The variable pred is the output variable we aim to model (e.g., income).

The selected covariates are added linearly. Remember that they have been standardized in the previous section to avoid any issues linked to scale. These covariates are called fixed effects.

The most complex aspect of the formula is the spatial dependence structure specified in f().

The ID is the segmento identifiers linking the graph object Segmento.Inla.nb, where the neighboring structure is defined, with the data frame where the covariates and output data are stored. The model parameter is for the specification of the spatial correlation model that should be used. The bym2 is used because it is flexible and allows for a relatively intuitive specification of spatial random effects.

The flexibility comes from the fact that bym2 allows for the error term to be composed of two elements: (1) a pure random noise, and (2) a spatially correlated noise. The penalized complexity priors phi allows the importance of each effect to be influenced (if phi=0, then we have pure noise, if phi=1, we have only a spatially correlated random effect).

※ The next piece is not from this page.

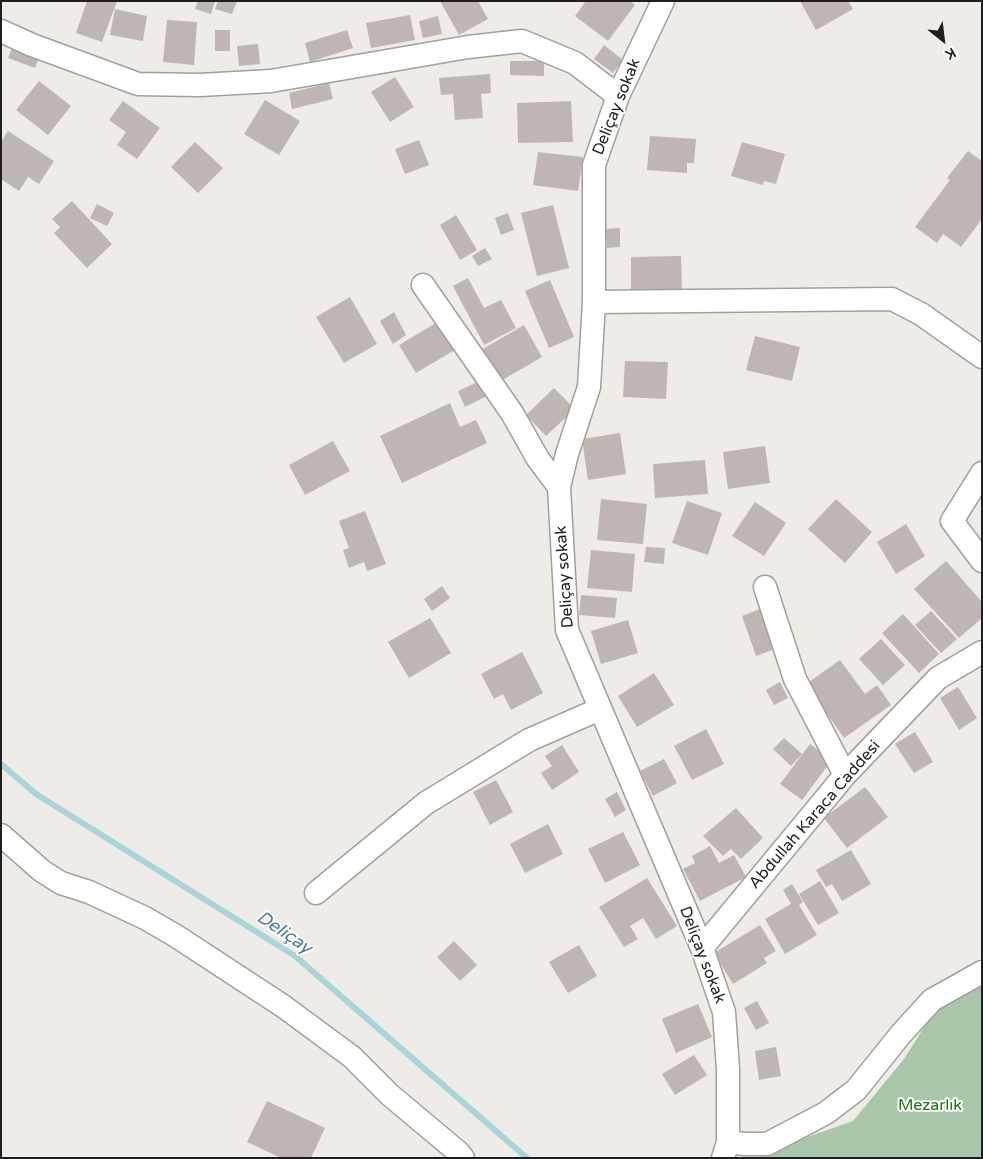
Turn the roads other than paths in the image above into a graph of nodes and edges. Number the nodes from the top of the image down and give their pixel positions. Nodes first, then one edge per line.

The prec parameter is the precision parameters, or how much the spatially correlated noise is allowed to vary spatially. If the value is high, then the spatially correlated noise is allowed to vary a lot across space and vice versa. By decreasing the penalized complexity priors on the precision parameter, we decrease the risk of overfitting: less of the spatial variation left unexplained by the covariates is attributed to the spatial random effects, and, as a result, the model is better able to generalize to areas where it was not trained.

Here, we have chosen to set the penalized complexity prior on precision as \(Pr(\sigma>1)=0.0001\) instead of the default \(Pr(\sigma>1)=0.01\). Indeed, we were facing overfitting issues with the default priors: the difference between the goodness of fit in the training and validation sets was very large (about 20 percent in the \(R^{2}\)).

4.2.5 Fit the Model on the Training Set

The model is fitted with the inla command. We have to specify the likelihood distribution of the response variable.

The family argument defines the type of likelihood function for the response variable. As the distribution of income is strictly positive and right skewed, a gamma distribution is a good option.

The data argument specifies the data on which the model is fitted, which in our case is the data_model data frame.

As we use a gamma likelihood function, the predicted values need to be back transformed to the original scale by using the exponential function. The control.predictor automatizes the process once the option list(link=1,compute=T) is specified.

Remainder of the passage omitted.